The Past Week in the Markets

Stocks ended a volatile week lower, with small company stocks having substantial losses.  The FED surprised by indicating no rate increases likely for 2019.  The dovish stance caused stocks to rise on Thursday.  However, on Friday a sharp slowdown in German manufacturing coupled with the FED’s dovish stance raised concerns that a global slowdown would affect the U.S.  This was despite U.S. data coming in positive.

The Energy Information Agency reported a sharp decrease in U.S. oil and distilled products.  Crude Oil and gasoline storage have fallen below the average for the past five years as Iran and Venezuela sanctions have drawn down inventories.
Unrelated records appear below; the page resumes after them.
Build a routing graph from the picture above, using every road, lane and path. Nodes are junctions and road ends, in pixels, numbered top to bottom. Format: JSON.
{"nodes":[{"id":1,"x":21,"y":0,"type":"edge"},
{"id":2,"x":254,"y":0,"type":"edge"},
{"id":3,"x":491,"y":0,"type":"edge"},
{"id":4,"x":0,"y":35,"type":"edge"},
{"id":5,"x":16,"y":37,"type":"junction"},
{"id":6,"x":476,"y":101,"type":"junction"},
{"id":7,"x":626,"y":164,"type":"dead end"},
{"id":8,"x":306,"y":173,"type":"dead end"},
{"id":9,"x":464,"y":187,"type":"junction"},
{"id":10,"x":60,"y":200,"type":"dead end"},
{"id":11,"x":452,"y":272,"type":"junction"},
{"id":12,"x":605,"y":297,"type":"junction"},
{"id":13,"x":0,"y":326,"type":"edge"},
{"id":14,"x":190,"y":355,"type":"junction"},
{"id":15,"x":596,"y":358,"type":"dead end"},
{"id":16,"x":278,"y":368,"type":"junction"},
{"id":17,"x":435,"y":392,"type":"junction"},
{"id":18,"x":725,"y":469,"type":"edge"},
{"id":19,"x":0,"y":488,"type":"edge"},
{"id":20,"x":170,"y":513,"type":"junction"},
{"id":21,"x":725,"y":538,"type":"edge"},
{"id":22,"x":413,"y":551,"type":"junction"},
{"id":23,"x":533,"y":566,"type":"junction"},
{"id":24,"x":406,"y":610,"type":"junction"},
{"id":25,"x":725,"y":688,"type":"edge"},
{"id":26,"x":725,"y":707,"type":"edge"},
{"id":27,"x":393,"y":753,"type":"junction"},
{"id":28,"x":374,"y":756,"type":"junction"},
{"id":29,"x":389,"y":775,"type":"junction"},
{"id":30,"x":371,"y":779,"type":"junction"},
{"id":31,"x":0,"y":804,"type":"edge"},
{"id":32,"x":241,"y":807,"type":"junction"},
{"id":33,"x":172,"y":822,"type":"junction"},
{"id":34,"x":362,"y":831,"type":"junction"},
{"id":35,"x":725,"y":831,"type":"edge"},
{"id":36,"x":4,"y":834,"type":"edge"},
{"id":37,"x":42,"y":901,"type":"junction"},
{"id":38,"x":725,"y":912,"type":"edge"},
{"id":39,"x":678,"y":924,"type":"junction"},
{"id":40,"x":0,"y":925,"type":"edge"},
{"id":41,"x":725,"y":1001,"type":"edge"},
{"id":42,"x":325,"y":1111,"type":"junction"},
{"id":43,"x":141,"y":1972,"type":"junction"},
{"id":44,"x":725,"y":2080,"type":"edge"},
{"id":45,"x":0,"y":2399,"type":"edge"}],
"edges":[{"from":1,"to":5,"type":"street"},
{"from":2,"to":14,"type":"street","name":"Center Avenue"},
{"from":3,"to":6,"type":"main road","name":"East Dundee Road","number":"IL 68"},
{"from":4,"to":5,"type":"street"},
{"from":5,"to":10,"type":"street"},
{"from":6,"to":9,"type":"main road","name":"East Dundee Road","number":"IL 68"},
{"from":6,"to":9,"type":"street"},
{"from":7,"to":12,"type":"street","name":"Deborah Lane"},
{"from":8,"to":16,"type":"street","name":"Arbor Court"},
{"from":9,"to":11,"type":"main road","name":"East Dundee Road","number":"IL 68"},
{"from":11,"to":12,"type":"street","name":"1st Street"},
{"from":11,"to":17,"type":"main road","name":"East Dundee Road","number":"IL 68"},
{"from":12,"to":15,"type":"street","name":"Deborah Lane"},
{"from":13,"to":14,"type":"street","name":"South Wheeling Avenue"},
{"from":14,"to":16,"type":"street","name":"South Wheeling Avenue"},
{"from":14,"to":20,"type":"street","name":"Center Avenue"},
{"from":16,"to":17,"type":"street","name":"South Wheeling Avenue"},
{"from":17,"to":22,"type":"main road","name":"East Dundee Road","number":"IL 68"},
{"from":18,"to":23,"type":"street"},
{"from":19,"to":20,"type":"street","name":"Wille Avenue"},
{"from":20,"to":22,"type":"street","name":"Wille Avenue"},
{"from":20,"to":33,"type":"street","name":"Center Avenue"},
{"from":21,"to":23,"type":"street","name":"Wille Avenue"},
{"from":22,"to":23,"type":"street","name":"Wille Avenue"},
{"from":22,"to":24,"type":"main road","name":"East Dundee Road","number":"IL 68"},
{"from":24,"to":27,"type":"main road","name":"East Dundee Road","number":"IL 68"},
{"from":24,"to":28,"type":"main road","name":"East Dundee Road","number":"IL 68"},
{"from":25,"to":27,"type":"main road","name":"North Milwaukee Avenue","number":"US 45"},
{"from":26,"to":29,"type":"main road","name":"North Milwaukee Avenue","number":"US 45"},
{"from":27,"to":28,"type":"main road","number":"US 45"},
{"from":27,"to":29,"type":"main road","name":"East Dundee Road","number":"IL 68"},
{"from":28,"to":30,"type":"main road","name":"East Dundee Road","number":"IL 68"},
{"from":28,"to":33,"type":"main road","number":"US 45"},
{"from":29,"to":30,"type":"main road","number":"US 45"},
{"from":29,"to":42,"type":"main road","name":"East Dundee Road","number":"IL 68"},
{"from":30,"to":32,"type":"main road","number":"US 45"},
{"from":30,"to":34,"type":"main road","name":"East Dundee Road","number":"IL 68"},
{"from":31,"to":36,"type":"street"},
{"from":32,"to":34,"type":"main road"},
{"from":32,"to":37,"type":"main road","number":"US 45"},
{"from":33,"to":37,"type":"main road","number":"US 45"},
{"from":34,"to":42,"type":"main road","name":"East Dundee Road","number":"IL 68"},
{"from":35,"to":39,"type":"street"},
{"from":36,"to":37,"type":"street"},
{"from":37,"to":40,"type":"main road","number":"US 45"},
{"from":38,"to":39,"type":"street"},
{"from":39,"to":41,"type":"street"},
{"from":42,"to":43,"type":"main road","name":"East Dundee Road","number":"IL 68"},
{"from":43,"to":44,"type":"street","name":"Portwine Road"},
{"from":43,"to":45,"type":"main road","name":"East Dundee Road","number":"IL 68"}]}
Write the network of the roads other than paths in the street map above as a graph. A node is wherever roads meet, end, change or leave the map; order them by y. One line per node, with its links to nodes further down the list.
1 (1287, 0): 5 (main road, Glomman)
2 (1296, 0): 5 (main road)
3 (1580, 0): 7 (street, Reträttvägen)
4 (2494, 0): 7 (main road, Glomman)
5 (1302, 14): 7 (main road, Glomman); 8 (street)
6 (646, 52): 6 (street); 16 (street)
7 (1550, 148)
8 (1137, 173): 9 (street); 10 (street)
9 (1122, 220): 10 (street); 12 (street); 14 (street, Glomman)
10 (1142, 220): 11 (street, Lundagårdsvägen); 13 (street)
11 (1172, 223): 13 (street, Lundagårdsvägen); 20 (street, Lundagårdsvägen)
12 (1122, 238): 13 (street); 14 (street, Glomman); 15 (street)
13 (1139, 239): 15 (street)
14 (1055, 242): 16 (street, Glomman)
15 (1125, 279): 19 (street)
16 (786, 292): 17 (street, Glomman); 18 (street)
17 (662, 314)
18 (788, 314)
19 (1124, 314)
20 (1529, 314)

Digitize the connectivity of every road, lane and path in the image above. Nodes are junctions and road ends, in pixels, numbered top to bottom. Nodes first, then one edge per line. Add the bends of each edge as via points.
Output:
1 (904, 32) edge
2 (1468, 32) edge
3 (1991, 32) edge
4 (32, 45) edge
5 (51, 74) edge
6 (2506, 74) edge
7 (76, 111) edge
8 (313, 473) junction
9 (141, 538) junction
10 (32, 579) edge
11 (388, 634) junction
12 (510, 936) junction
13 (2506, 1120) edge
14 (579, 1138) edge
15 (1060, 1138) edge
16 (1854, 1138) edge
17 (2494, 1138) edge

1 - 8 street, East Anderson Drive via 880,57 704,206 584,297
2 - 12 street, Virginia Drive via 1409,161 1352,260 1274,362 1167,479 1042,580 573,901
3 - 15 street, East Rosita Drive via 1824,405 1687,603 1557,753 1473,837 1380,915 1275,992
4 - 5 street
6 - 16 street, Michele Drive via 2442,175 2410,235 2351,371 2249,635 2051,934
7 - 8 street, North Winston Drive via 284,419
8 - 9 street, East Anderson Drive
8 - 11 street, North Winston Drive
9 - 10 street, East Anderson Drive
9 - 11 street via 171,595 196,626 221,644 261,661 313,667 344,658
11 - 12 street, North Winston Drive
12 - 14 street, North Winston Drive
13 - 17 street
Oil prices ended the week higher but the dollar was little changed against a basket of currencies.  Longer term interest rates fell on weaker economic expectations with the 10-year Treasury ending the week at 2.441%.

In the numbers this week:

  • The IHS Markit reported Germany’s:
    • Composite flash PMI declined in March to 51.5 indicating overall slower growth.
    • Manufacturing sector declined to 44.7 its worst reading since August 2012.  Slowing exports were blamed from the contraction.
    • Services declined from 55.3 in February to 54.9 in March.
  • The National Association of Realtors reported that U.S. existing home sales rose 11.8% in February.  The increase was driven by lower mortgage rates, higher home inventories and more people working with rising wages.
  • The Commerce Department reported factory orders rose 0.1% in January.  Excluding transportation orders were down 0.2%.  Excluding defense, orders rose 0.2%.
  • The Labor Department reported first time claims for unemployment fell 9,000 to a seasonally adjusted 221,000.  The four week moving average of claims fell 1250 to a seasonally adjusted 225,000.
  • The Energy Information Administration weekly report is attached.  Also, the EIA reported:
    • U.S. Crude oil production increased from 12.0MM barrels per day to 12.1MM barrels per day.
    • Storage of natural gas fell 47BN cubic feet.
    • Baker Hughes reported in the past week that the number of active oil rigs fell 9 to 824 and the number of active gas rigs fell 1 to 193.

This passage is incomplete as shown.